Sorry, without debugging symbols all the information you're providing
here is unusable for me...

Best,
-Nikolaus

GPG encrypted emails preferred. Key id: 0xD113FCAC3C4E599F
Fingerprint: ED31 791B 2C5C 1613 AF38 8B8A D113 FCAC 3C4E 599F

         »Time flies like an arrow, fruit flies like a Banana.«

Ok so couldn't sleep, compiled the correct packages. Hopefully what you need is below.

SSHFS

[raansu@Y40-80 ~]$ file /usr/bin/sshfs 
/usr/bin/sshfs: ELF 64-bit LSB executable, x86-64, version 1 (SYSV), dynamically linked, interpreter /lib64/ld-linux-x86-64.so.2, for GNU/Linux 2.6.32, BuildID[sha1]=4e5b9f09176aff746011e3b1287d682bd31d61c7, not stripped
[raansu@Y40-80 ~]$ 

LibFUSE

[raansu@Y40-80 ~]$ file /usr/lib/libfuse.so*
/usr/lib/libfuse.so:       symbolic link to libfuse.so.2.9.4
/usr/lib/libfuse.so.2:     symbolic link to libfuse.so.2.9.4
/usr/lib/libfuse.so.2.9.4: ELF 64-bit LSB shared object, x86-64, version 1 (SYSV), dynamically linked, BuildID[sha1]=42b59ea36f962cfcab8baaa6b024fe5638917d24, not stripped
[raansu@Y40-80 ~]$ 
[raansu@Y40-80 ~]$ sshfs --version
SSHFS version 2.5
FUSE library version: 2.9.5
fusermount version: 2.9.5
using FUSE kernel interface version 7.19
[raansu@Y40-80 ~]$ uname -a
Linux Y40-80 4.4.1-2-ARCH #1 SMP PREEMPT Wed Feb 3 13:12:33 UTC 2016 x86_64 GNU/Linux
[raansu@Y40-80 ~]$ 

Now for the crash log with the updated non stripped binaries
"gdb --args /usr/bin/sshfs raansu-chromebook@192.168.1.5:/mnt /mnt -o reconnect,debug -C -o workaround=all"

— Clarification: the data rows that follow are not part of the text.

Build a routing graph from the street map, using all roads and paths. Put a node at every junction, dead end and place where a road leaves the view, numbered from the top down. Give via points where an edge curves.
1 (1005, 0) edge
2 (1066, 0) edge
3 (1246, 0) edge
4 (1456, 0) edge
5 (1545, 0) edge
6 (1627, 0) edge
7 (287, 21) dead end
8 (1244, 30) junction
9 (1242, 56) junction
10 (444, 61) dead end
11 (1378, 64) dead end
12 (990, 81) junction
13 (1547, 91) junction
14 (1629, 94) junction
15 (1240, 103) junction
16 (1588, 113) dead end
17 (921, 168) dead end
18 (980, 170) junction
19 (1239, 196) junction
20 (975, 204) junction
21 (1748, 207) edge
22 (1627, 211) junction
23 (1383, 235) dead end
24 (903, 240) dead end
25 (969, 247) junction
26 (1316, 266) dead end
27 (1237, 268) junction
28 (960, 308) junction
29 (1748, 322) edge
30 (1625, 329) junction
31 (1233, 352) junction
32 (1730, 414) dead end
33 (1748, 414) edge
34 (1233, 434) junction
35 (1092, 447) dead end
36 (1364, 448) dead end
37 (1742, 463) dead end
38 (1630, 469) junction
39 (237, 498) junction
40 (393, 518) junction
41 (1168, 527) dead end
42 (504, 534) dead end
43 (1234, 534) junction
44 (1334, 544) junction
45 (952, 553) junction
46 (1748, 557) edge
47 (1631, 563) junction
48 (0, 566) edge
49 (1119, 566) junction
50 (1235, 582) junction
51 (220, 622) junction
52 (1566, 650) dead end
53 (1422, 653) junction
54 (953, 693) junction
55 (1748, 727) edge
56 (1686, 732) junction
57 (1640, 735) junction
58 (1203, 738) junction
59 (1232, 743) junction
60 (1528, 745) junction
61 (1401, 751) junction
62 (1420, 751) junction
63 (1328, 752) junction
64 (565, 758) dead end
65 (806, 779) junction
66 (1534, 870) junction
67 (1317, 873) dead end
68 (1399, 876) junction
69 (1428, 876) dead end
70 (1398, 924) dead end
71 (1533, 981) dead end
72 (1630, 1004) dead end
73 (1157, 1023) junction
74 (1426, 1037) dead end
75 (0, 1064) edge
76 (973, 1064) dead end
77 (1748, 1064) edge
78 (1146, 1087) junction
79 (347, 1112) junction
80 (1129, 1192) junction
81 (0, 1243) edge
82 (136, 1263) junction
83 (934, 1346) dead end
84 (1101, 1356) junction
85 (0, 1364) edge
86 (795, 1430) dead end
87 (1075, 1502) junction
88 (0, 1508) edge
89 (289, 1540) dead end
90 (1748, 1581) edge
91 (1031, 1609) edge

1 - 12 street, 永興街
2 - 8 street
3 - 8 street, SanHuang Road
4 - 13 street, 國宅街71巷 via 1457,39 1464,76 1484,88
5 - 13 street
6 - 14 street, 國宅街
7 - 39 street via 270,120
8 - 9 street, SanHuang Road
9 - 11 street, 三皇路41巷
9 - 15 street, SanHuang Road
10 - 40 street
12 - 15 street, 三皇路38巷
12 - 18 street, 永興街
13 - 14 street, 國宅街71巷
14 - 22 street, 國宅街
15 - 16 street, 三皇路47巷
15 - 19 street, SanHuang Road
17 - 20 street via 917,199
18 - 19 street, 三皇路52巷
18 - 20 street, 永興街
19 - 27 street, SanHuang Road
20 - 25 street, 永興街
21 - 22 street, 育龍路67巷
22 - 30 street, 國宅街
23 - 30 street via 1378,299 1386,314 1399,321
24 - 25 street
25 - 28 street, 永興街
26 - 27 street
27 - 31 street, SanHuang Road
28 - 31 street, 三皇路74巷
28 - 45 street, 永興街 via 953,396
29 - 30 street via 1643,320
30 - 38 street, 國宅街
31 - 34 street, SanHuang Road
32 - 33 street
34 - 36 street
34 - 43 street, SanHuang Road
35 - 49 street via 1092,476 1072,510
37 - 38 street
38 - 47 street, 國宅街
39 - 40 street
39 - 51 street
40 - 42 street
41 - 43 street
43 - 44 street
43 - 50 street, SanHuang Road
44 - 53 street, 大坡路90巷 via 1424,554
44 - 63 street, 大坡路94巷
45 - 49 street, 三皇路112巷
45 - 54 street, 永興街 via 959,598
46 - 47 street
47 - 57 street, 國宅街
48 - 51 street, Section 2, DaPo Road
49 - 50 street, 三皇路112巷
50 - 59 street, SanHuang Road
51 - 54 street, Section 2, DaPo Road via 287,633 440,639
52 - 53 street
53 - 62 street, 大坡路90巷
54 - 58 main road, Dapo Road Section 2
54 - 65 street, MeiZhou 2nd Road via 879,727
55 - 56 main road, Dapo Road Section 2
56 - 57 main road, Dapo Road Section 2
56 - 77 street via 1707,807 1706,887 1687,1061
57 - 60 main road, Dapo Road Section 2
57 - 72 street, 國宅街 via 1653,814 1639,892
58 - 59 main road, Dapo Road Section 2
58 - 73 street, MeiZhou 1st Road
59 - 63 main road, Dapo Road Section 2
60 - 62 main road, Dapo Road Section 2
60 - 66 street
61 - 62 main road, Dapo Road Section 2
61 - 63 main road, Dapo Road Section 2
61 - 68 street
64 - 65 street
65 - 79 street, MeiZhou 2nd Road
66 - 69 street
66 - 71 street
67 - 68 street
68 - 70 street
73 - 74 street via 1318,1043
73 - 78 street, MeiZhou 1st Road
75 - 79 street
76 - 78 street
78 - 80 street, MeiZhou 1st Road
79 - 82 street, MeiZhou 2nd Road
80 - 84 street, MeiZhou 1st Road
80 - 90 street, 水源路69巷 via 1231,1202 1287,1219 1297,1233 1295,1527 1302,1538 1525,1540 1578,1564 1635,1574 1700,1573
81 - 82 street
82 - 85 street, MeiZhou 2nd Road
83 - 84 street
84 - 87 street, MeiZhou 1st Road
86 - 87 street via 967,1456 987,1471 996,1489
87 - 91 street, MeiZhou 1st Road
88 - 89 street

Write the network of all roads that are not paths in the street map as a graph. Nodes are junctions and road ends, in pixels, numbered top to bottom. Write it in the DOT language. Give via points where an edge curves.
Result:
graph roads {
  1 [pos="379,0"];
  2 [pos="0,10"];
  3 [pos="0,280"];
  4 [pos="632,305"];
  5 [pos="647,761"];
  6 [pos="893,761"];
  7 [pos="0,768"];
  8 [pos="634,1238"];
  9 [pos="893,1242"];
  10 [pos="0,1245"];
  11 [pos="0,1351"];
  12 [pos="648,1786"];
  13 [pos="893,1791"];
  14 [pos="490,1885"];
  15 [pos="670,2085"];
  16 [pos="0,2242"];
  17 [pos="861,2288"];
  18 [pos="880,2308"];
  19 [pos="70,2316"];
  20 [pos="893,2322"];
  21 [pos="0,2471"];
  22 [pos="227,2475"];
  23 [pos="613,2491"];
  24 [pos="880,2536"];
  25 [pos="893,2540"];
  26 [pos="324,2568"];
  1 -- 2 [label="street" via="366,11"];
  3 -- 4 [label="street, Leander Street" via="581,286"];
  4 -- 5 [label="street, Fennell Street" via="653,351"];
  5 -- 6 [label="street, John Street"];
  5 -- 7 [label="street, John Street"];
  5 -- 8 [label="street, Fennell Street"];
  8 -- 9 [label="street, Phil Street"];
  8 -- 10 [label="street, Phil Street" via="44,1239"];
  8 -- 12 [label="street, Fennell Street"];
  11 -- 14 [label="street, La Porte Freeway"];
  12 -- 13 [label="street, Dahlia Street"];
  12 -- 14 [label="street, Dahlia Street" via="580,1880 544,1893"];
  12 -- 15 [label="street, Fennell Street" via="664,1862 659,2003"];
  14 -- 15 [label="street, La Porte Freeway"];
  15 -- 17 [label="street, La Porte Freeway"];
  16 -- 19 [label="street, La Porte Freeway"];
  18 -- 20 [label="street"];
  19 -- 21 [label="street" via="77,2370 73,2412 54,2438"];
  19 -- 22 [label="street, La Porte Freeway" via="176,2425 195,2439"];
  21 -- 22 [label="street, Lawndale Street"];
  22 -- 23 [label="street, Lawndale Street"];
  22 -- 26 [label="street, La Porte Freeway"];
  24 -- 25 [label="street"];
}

Program received signal SIGABRT, Aborted.
[Switching to Thread 0x7ffff4c53700 (LWP 9366)]
0x00007ffff70ff5f8 in raise () from /usr/lib/libc.so.6
(gdb) bt
#0  0x00007ffff70ff5f8 in raise () from /usr/lib/libc.so.6
#1  0x00007ffff7100a7a in abort () from /usr/lib/libc.so.6
#2  0x00007ffff713e05a in __libc_message () from /usr/lib/libc.so.6
#3  0x00007ffff71439a6 in malloc_printerr () from /usr/lib/libc.so.6
#4  0x00007ffff714418e in _int_free () from /usr/lib/libc.so.6
#5  0x000000000040416d in buf_free (buf=0x7fffe40198b8) at sshfs.c:520
#6  request_free (req=0x7fffe4019880) at sshfs.c:1272
#7  0x00000000004060ac in sftp_request_wait (req=0x7fffe4019880, type=type@entry=12 '\f', expect_type=expect_type@entry=104 'h', outbuf=outbuf@entry=0x7ffff4c52b40) at sshfs.c:1824
#8  0x000000000040bb75 in sftp_readdir_async (filler=<optimized out>, h=<optimized out>, handle=<optimized out>) at sshfs.c:2096
#9  sshfs_getdir (path=<optimized out>, h=0x7ffff4c52ba0, filler=0x40c4d0 <cache_dirfill>) at sshfs.c:2157
#10 0x000000000040c72a in cache_getdir (path=0x7fffe400a450 "/unified-jbod/Pictures/Birthdays/Mom's Birthdays", h=0x7ffff4c52c00, filler=0x7ffff7ba6680 <fill_dir_old>) at cache.c:327
#11 0x00007ffff7babc93 in fuse_fs_readdir (fs=0x618e70, path=0x7fffe400a450 "/unified-jbod/Pictures/Birthdays/Mom's Birthdays", buf=0x7fffe0579b30, filler=0x7ffff7ba66f0 <fill_dir>, off=0, 
    fi=0x7ffff4c52c80) at fuse.c:2019
#12 0x00007ffff7babdcc in readdir_fill (fi=0x7ffff4c52c80, dh=0x7fffe0579b30, off=0, size=4096, ino=4204, req=0x7fffe4006c50, f=0x618d10) at fuse.c:3467
#13 fuse_lib_readdir (req=0x7fffe4006c50, ino=4204, size=4096, off=0, llfi=<optimized out>) at fuse.c:3493
#14 0x00007ffff7bb29e6 in do_readdir (req=<optimized out>, nodeid=<optimized out>, inarg=<optimized out>) at fuse_lowlevel.c:1390
#15 0x00007ffff7bb3f69 in fuse_ll_process_buf (data=0x619000, buf=0x7ffff4c52f00, ch=<optimized out>) at fuse_lowlevel.c:2443
#16 0x00007ffff7bb0728 in fuse_do_work (data=0x7fffec01f0a0) at fuse_loop_mt.c:117
#17 0x00007ffff74774a4 in start_thread () from /usr/lib/libpthread.so.0
#18 0x00007ffff71b513d in clone () from /usr/lib/libc.so.6
(gdb) 
Contributor

Nikratio commented Feb 17, 2016

Yep, this backtrace is useful. But unfortunately it only tells us that you're most likely seeing the same issue that you referenced above. Something corrupts libc's malloc pool, and this corruption later causes the segfault for which you got the stacktrace. Valgrind should be able to tell us when the actual corruption occurs (unless it's a multithreading issue after all, but I don't think so).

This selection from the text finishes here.